Replication from operational and transactional databases to data warehouses and data lakes is the most common Fivetran use case — over 4000 customers replicate change data from databases each day. Database workloads are also the most intensive tasks at Fivetran. We built this benchmark to showcase our performance loading from common OLTP relational databases like Oracle, PostgreSQL, SQL Server, and MySQL. TPROC-C — a variant of TPC-C as implemented by HammerDB — is widely supported on the database systems we wanted to benchmark and highlights our ability to ingest data from heavily loaded relational databases. Therefore, we chose TPROC-C as our benchmark standard. 

This series will be broken down into two installments. First, we’ll evaluate the throughput of a bulk historical load. Second, we will use the TPROC-C workload to evaluate the day-to-day latency of a high-volume database to Data Warehouse connection. 

Spoiler alert: We have demonstrated import performance of over 500 GB/hour on large databases. 

But before we jump into specifics, let’s first talk about how the test was set up. 

Historical data import

In principle, benchmarks of historical loads involve the import of a static dataset from a source system into a target system. This involves the system performing a variant on select * , a format conversion, and a copy into the destination. 

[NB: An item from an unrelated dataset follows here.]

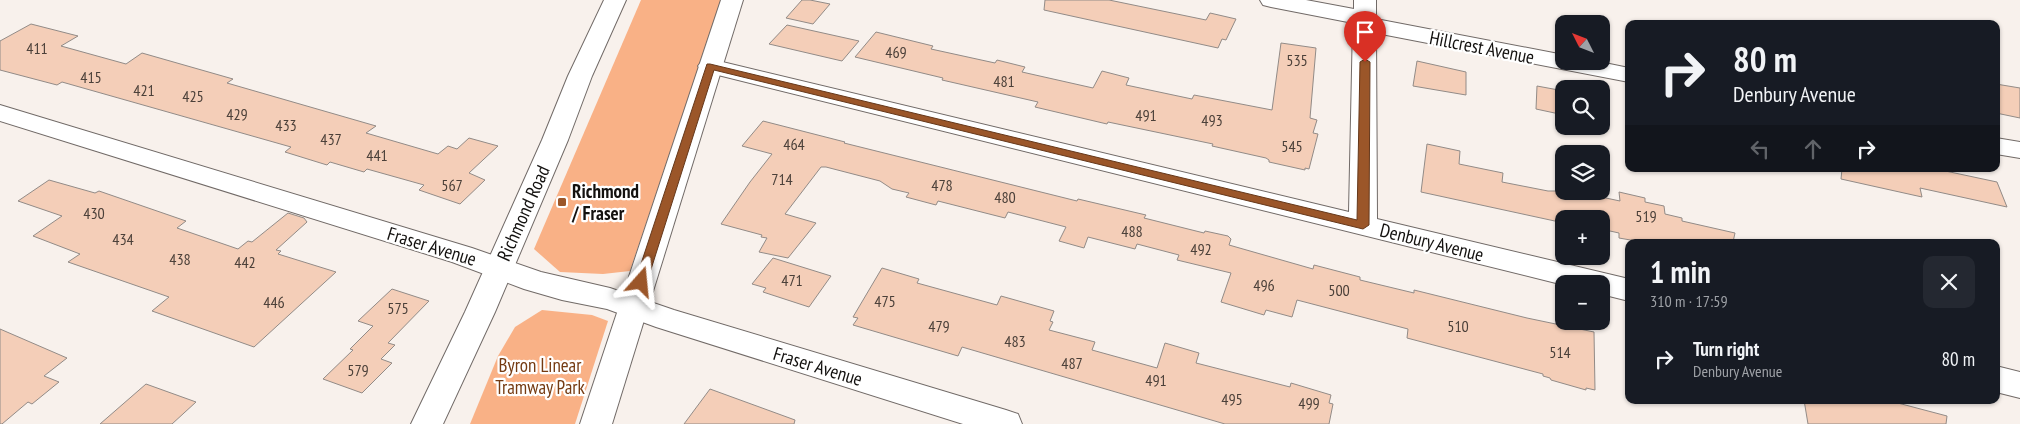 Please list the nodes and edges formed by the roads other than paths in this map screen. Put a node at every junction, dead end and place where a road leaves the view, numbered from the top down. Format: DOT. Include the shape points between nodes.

In reality, these queries are more complex to run for two main reasons:

  1. Network failures and other interruptions may prevent the completion of the historical sync. Fivetran addresses this with a “checkpoint” that tracks the most recently imported data point to ensure the system can pick back up where it left off after an interruption.
  2. Many historical loads are so large that they prevent the database from releasing additional transactional data while an import is running. To solve this, Fivetran breaks large tables into consumable chunks to reduce the duration of our transaction during a historical sync. 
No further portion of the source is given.